Intestinal obstruction due to small intestinal metastasis from primary Merkel cell carcinoma of the gluteal region
Juan Francisco Olivos-Gonzales1a, Elily Apumayta-Requena2b, Andrés Guevara-Jabiles3c and Mercedes Bravo-Taxa4d
1Fellow in Abdominal Surgical Oncology, Instituto Nacional de Enfermedades Neoplásicas, Lima 15038, Peru
2Surgical Oncology Resident, Instituto Nacional de Enfermedades Neoplásicas, Lima 15038, Peru
3Department of Abdominal Surgery, Instituto Nacional de Enfermedades Neoplásicas, Lima 15038, Peru
4Department of Oncologic Pathology, Instituto Nacional de Enfermedades Neoplásicas, Lima 15038, Peru
ahttps://orcid.org/0000-0002-0559-0295
bhttps://orcid.org/0000-0002-1828-7009
chttps://orcid.org/0000-0001-9427-0068
dhttps://orcid.org/0000-0002-6965-4841
Abstract
Merkel cell carcinoma (MCC) is a rare neoplasm of unknown multifactorial origin first described in 1972. It occurs most often in older Caucasian males and is typically associated with sun-exposed areas of skin. However, cases have also been reported in other areas, such as the trunk and the gluteal region. Metastatic disease will occur in up to one-third of cases at onset or during the course of the disease, including metastases to the abdominal organs. We present the case of a 53-year-old male with a history of primary MCC of the right buttock and local resection surgery. Eighteen months later, he presented with a small bowel obstruction and had an emergency segmental bowel resection. Pathology examination with immunohistochemistry concluded that findings were consistent with metastatic MCC.
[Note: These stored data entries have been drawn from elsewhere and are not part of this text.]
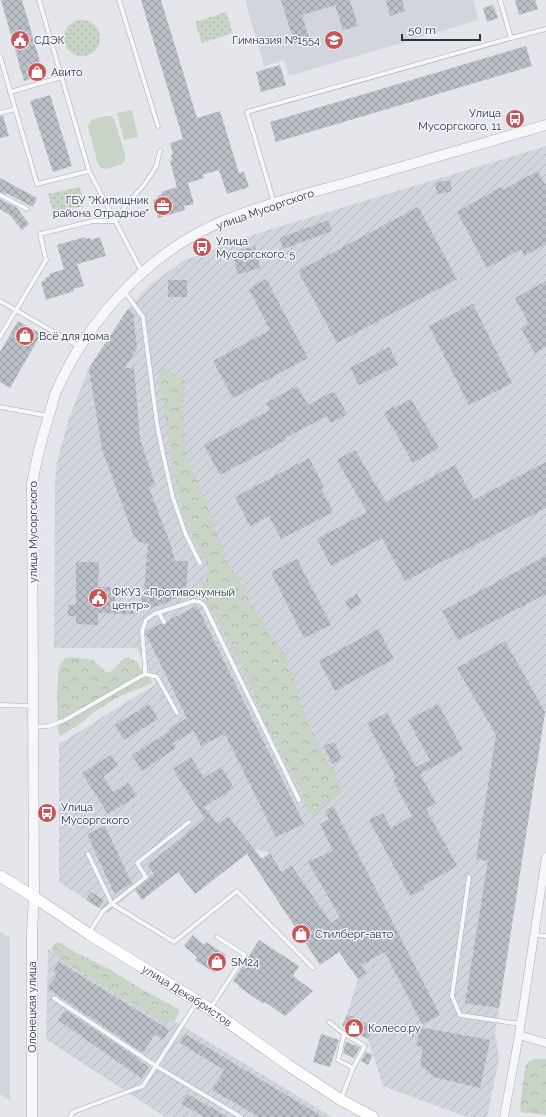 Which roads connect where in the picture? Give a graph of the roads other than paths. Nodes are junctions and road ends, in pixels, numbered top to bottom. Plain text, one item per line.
1 (39, 0) edge
2 (119, 0) edge
3 (500, 0) edge
4 (546, 29) edge
5 (512, 38) junction
6 (0, 56) edge
7 (62, 77) junction
8 (10, 92) junction
9 (15, 109) junction
10 (0, 113) edge
11 (546, 125) edge
12 (158, 126) dead end
13 (160, 150) dead end
14 (89, 171) junction
15 (0, 195) edge
16 (274, 204) junction
17 (27, 209) dead end
18 (116, 221) junction
19 (142, 272) junction
20 (124, 291) junction
21 (0, 302) edge
22 (15, 310) junction
23 (0, 337) edge
24 (81, 348) junction
25 (0, 407) edge
26 (49, 416) junction
27 (200, 563) dead end
28 (159, 613) junction
29 (164, 622) dead end
30 (145, 674) junction
31 (0, 705) edge
32 (34, 706) junction
33 (177, 712) dead end
34 (34, 727) junction
35 (299, 800) dead end
36 (189, 822) dead end
37 (88, 854) dead end
38 (546, 857) edge
39 (0, 876) edge
40 (469, 877) dead end
41 (34, 897) junction
42 (112, 904) junction
43 (88, 934) junction
44 (533, 935) junction
45 (546, 936) edge
46 (217, 937) dead end
47 (313, 968) dead end
48 (54, 998) dead end
49 (197, 1001) junction
50 (210, 1009) junction
51 (329, 1022) dead end
52 (520, 1024) junction
53 (344, 1034) junction
54 (519, 1035) junction
55 (546, 1043) edge
56 (156, 1066) junction
57 (353, 1068) junction
58 (341, 1100) junction
59 (32, 1117) edge
60 (70, 1117) edge
61 (241, 1117) edge
62 (373, 1117) edge
63 (504, 1117) edge

1 - 7 lane
2 - 12 lane
3 - 5 lane
4 - 5 lane
5 - 16 lane
6 - 8 lane
7 - 8 lane
7 - 14 lane
8 - 9 lane
9 - 10 lane
9 - 14 lane
11 - 16 street, улица Мусоргского
13 - 18 lane
14 - 18 lane
15 - 17 lane
16 - 19 street, улица Мусоргского
18 - 19 lane
18 - 22 lane
19 - 20 street, улица Мусоргского
20 - 24 street, улица Мусоргского
20 - 27 lane
21 - 22 lane
22 - 23 lane
22 - 24 lane
24 - 26 street, улица Мусоргского
25 - 26 lane
26 - 32 street, улица Мусоргского
28 - 29 lane
28 - 30 lane
28 - 35 lane
30 - 33 lane
30 - 34 lane
31 - 32 lane
32 - 34 street, улица Мусоргского
34 - 41 street, улица Мусоргского
36 - 42 lane
37 - 42 lane
38 - 44 street
39 - 41 main road, улица Декабристов
40 - 52 lane
41 - 43 main road, улица Декабристов
41 - 59 street, Олонецкая улица
42 - 43 lane
42 - 47 lane
43 - 49 main road, улица Декабристов
44 - 45 lane
44 - 52 street
46 - 50 lane
48 - 56 lane
49 - 50 main road, улица Декабристов
49 - 56 lane
50 - 58 main road, улица Декабристов
51 - 53 lane
52 - 54 street
53 - 57 lane
53 - 57 lane
54 - 55 street
54 - 63 street
56 - 60 lane
56 - 61 lane
57 - 58 lane
58 - 62 main road, улица Декабристов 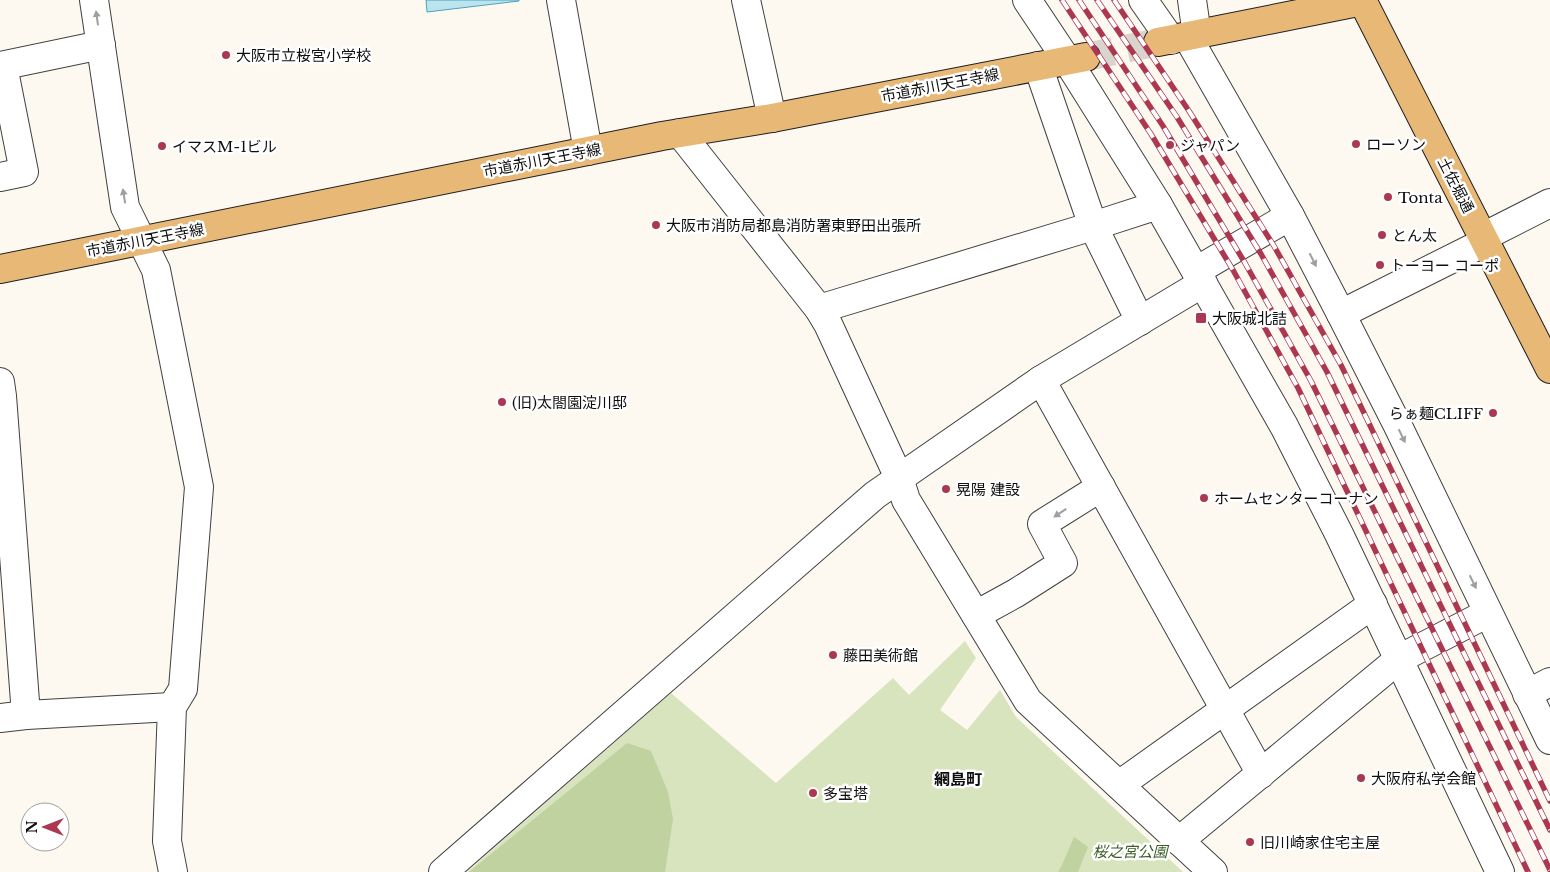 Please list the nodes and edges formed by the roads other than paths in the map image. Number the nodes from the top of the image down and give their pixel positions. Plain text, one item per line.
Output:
1 (94, 0) edge
2 (561, 0) edge
3 (746, 0) edge
4 (1027, 0) edge
5 (1143, 0) edge
6 (1192, 0) edge
7 (1362, 0) edge
8 (1178, 38) junction
9 (101, 45) junction
10 (1076, 58) junction
11 (2, 66) edge
12 (1038, 66) junction
13 (772, 118) junction
14 (680, 132) junction
15 (588, 151) junction
16 (0, 177) edge
17 (1550, 203) edge
18 (1158, 205) junction
19 (1290, 216) junction
20 (1093, 226) junction
21 (1484, 239) junction
22 (142, 241) junction
23 (0, 269) edge
24 (1199, 277) junction
25 (819, 309) junction
26 (1341, 314) junction
27 (1140, 321) junction
28 (1550, 369) edge
29 (1041, 380) junction
30 (0, 382) edge
31 (900, 478) junction
32 (1101, 487) junction
33 (1373, 604) junction
34 (1488, 614) junction
35 (976, 616) junction
36 (1399, 659) junction
37 (1539, 688) edge
38 (172, 707) junction
39 (1225, 709) junction
40 (13, 717) edge
41 (1550, 740) edge
42 (1261, 774) junction
43 (1119, 785) junction
44 (1197, 861) edge
45 (173, 872) edge
46 (443, 872) edge
47 (1500, 872) edge

9 -> 1 street
2 - 15 street
3 - 13 street
4 - 10 street
5 - 8 street
6 - 8 street
7 - 8 main road
7 - 21 main road, 土佐堀通
8 - 19 street
9 - 11 street
22 -> 9 street
10 - 12 main road, 市道赤川天王寺線
10 - 18 street
11 - 16 street
12 - 13 main road, 市道赤川天王寺線
12 - 20 street
13 - 14 main road, 市道赤川天王寺線
14 - 15 main road, 市道赤川天王寺線
14 - 25 street
15 - 22 main road, 市道赤川天王寺線
17 - 21 street
18 - 20 street
18 - 24 street
19 - 24 street
19 -> 26 street
20 - 25 street
20 - 27 street
21 - 26 street
21 - 28 main road, 土佐堀通
22 - 23 main road, 市道赤川天王寺線
22 - 38 street
24 - 27 street
24 - 33 street
25 - 31 street
26 -> 34 street
27 - 29 street
29 - 31 street
29 - 32 street
30 - 40 street
31 - 35 street
31 - 46 street
32 -> 35 street
32 - 39 street
33 - 36 street
33 - 39 street
34 - 36 street
34 - 37 street
35 - 43 street
36 - 42 street
36 - 47 street
37 - 41 street
38 - 40 street
38 - 45 street
39 - 42 street
39 - 43 street
42 - 44 street
43 - 44 street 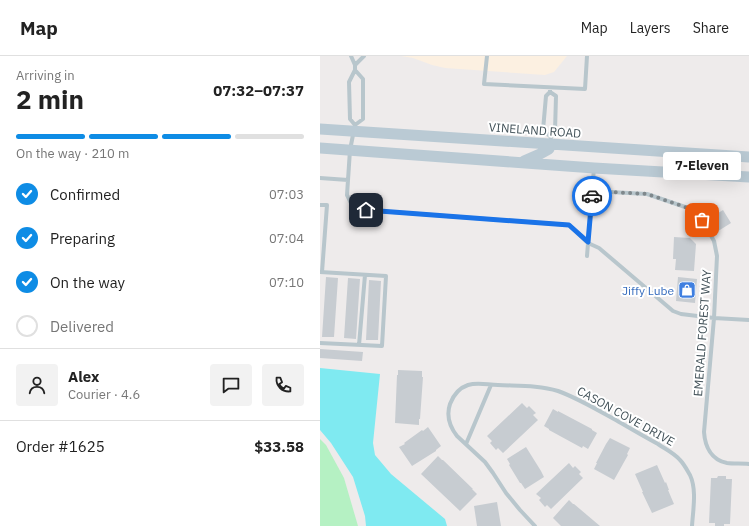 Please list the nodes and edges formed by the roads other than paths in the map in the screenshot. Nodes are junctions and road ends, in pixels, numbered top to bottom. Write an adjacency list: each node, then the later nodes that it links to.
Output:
1 (351, 56): 5 (lane)
2 (364, 56): 5 (lane)
3 (487, 56): 6 (lane)
4 (587, 56): 6 (lane)
5 (355, 68): 7 (lane); 7 (lane)
6 (550, 90): 9 (lane); 9 (lane)
7 (354, 128): 8 (street, VINELAND ROAD); 9 (street, VINELAND ROAD); 12 (lane)
8 (320, 129)
9 (550, 141): 13 (street, VINELAND ROAD); 15 (street)
10 (320, 148): 12 (street)
11 (749, 149): 13 (street)
12 (350, 150): 15 (street); 20 (lane)
13 (733, 156): 14 (street, VINELAND ROAD)
14 (749, 157)
15 (519, 162): 16 (street)
16 (594, 168): 17 (street); 22 (lane)
17 (733, 176): 18 (street); 21 (street)
18 (749, 177)
19 (320, 178): 20 (lane)
20 (348, 180): 24 (lane)
21 (749, 184)
22 (592, 191): 24 (lane); 28 (lane, EMERALD FOREST WAY)
23 (320, 205): 26 (lane)
24 (588, 242): 25 (lane); 28 (lane)
25 (587, 256)
26 (321, 272): 27 (lane)
27 (365, 275): 31 (lane); 31 (lane)
28 (714, 318): 29 (lane); 34 (lane, EMERALD FOREST WAY)
29 (749, 320)
30 (320, 343): 31 (lane)
31 (359, 345)
32 (492, 385): 33 (lane); 33 (lane, CASON COVE DRIVE); 36 (lane, CASON COVE DRIVE)
33 (466, 444): 35 (lane, CASON COVE DRIVE)
34 (749, 464)
35 (535, 526)
36 (692, 526) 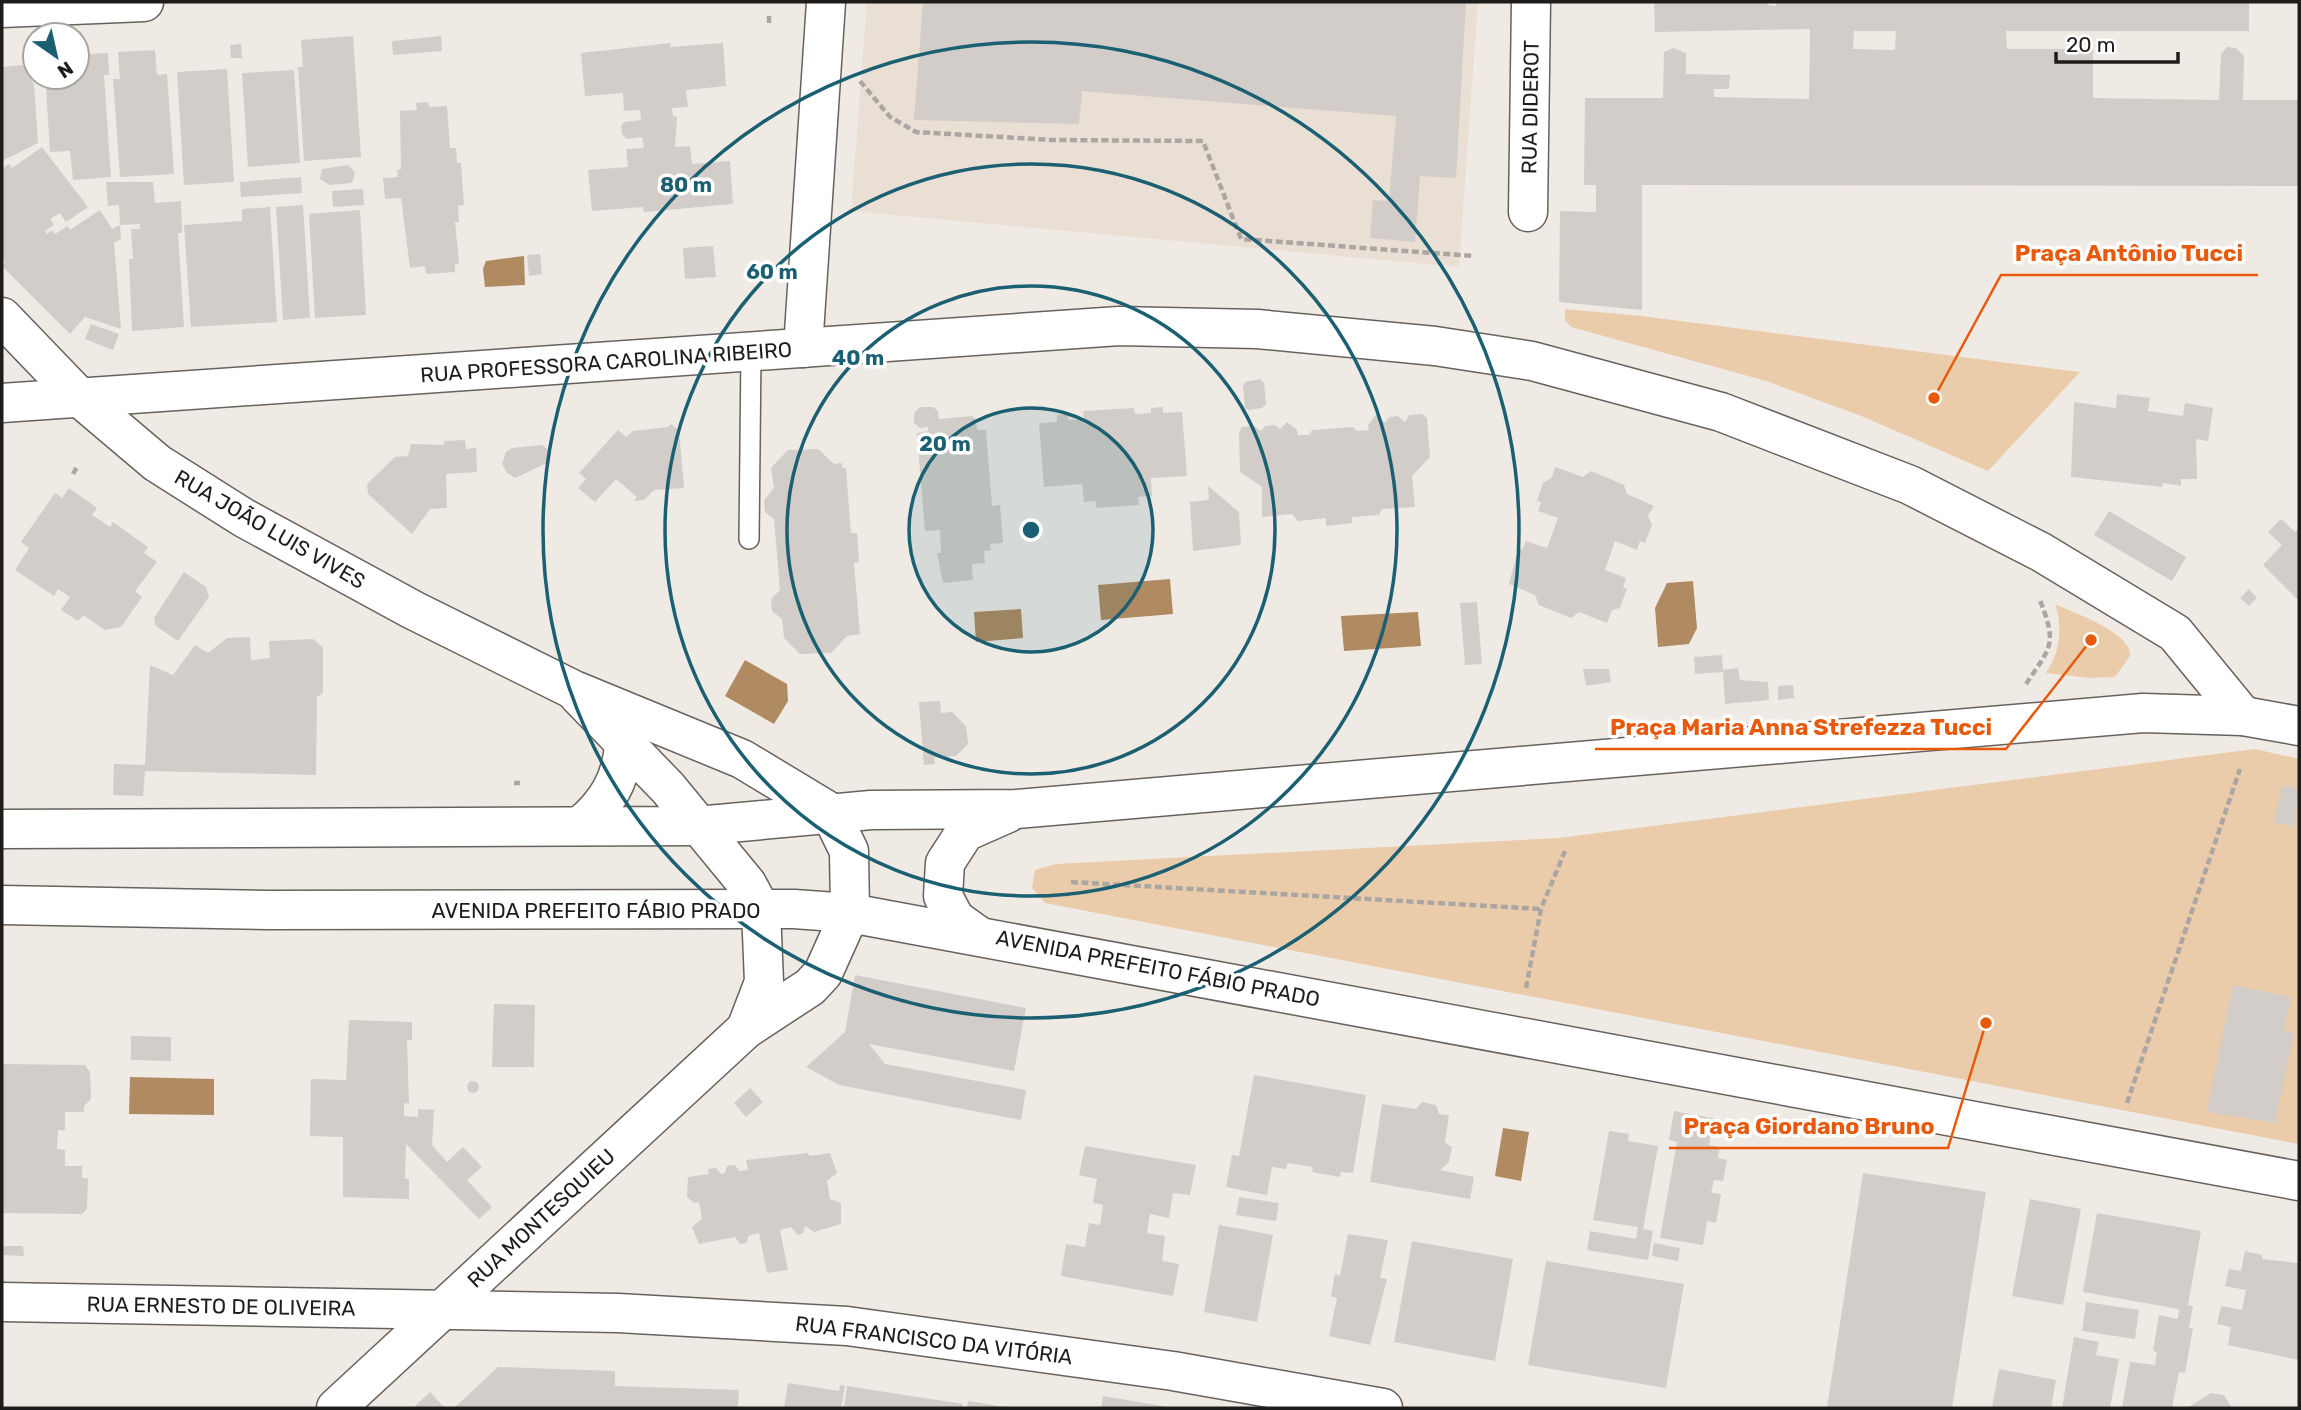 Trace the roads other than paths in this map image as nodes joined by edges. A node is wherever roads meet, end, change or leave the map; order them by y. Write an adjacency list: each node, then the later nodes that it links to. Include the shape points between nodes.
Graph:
1 (144, 2): 4 (street)
2 (826, 2): 7 (street)
3 (1531, 2): 5 (street, RUA DIDEROT)
4 (2, 8)
5 (1528, 212)
6 (2, 317): 9 (street, RUA JOÃO LUIS VIVES)
7 (803, 348): 8 (street, RUA PROFESSORA CAROLINA RIBEIRO); 13 (street, RUA PROFESSORA CAROLINA RIBEIRO, via 1133,326 1257,329 1435,346 1532,361 1721,412 1922,491 2041,552 2175,633)
8 (751, 352): 9 (street, RUA PROFESSORA CAROLINA RIBEIRO); 11 (lane)
9 (79, 397): 10 (street, RUA PROFESSORA CAROLINA RIBEIRO); 12 (street, RUA JOÃO LUIS VIVES, via 157,463 244,518)
10 (2, 403)
11 (749, 539)
12 (574, 690): 15 (street, RUA JOÃO LUIS VIVES); 17 (street, RUA JOÃO LUIS VIVES, via 742,759)
13 (2243, 716): 14 (street); 16 (street, via 2143,713)
14 (2299, 726)
15 (624, 746): 18 (street, via 622,772 604,803); 19 (street, RUA JOÃO LUIS VIVES, via 668,789)
16 (1016, 809): 17 (street); 24 (street, via 965,832 945,863 943,896 955,919)
17 (830, 812): 19 (street); 23 (street, via 849,851)
18 (580, 826): 19 (street); 20 (street)
19 (697, 826): 22 (street, RUA JOÃO LUIS VIVES, via 747,884)
20 (2, 829)
21 (2, 905): 22 (street, AVENIDA PREFEITO FÁBIO PRADO, via 270,910)
22 (761, 909): 23 (street, AVENIDA PREFEITO FÁBIO PRADO); 25 (street, RUA MONTESQUIEU, via 764,982)
23 (850, 913): 24 (street, AVENIDA PREFEITO FÁBIO PRADO); 25 (street, RUA MONTESQUIEU, via 823,973 810,988)
24 (976, 934): 26 (street, AVENIDA PREFEITO FÁBIO PRADO)
25 (746, 1029): 28 (street, RUA MONTESQUIEU)
26 (2299, 1181)
27 (2, 1302): 28 (street, RUA ERNESTO DE OLIVEIRA)
28 (439, 1311): 29 (street, RUA MONTESQUIEU); 30 (street, RUA FRANCISCO DA VITÓRIA, via 618,1313 847,1326 1159,1369)
29 (336, 1408)
30 (1383, 1408)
Keywords: carcinoma, Merkel cells, intestinal obstruction, neoplasm, neoplastic metastasis, neoplasm recurrence
Correspondence to: Juan Francisco Olivos-Gonzales
Email: olivos_francisco@yahoo.com
Published: 19/12/2022
Received: 16/07/2022
Publication costs for this article were supported by ecancer (UK Charity number 1176307).
Copyright: © the authors; licensee ecancermedicalscience. This is an Open Access article distributed under the terms of the Creative Commons Attribution License (http://creativecommons.org/licenses/by/4.0), which permits unrestricted use, distribution, and reproduction in any medium, provided the original work is properly cited.
Introduction
Merkel cell carcinoma (MCC) is a rare malignant neuroendocrine neoplasm first described by Toker [1] in 1972. MCC occurs mainly in sun-exposed areas due to its association with ultraviolet radiation, but it is also associated with immunosuppression and Merkel cell polyomavirus infection.
Merkel cell polyomavirus infection is detected in some healthy adults. Serological testing indicates that infection develops in childhood and is asymptomatic in nearly all cases, but some infected people develop polyomavirus-associated MCC. This association is found in 80% of cases, with polyomavirus genomic sequences integrated into MCC tumour DNA [18].
There are no reports of precursor, premalignant lesions and MCC presents as localised disease in more than half of cases. Fewer than 10% of patients have metastatic MCC at diagnosis [2]. Metastases occur mainly in the abdominal organs, lymph nodes, lungs, bones and brain [3, 4]. In 2010, metastasis to the abdominal organs was reported in up to 17 cases, most commonly in the stomach [3]. Intestinal metastasis is rare, and its main manifestation is obstruction. We present the case of a patient with a history of MCC of the right buttock, who came to the Emergency Oncology Department and was treated for acute intestinal obstruction.
Clinical case
A 53-year-old male with a history of MCC of the right buttock classified as Stage IIA (pT3cN0M0) under the Eighth Edition of the American Joint Committee on Cancer [17]. This patient had surgery at another hospital 18 months before coming to our main hospital. Pathologic features were an 8.5 cm tumour, lymphovascular infiltration and a deep margin 0.5 mm from the tumour, with the remaining margins negative.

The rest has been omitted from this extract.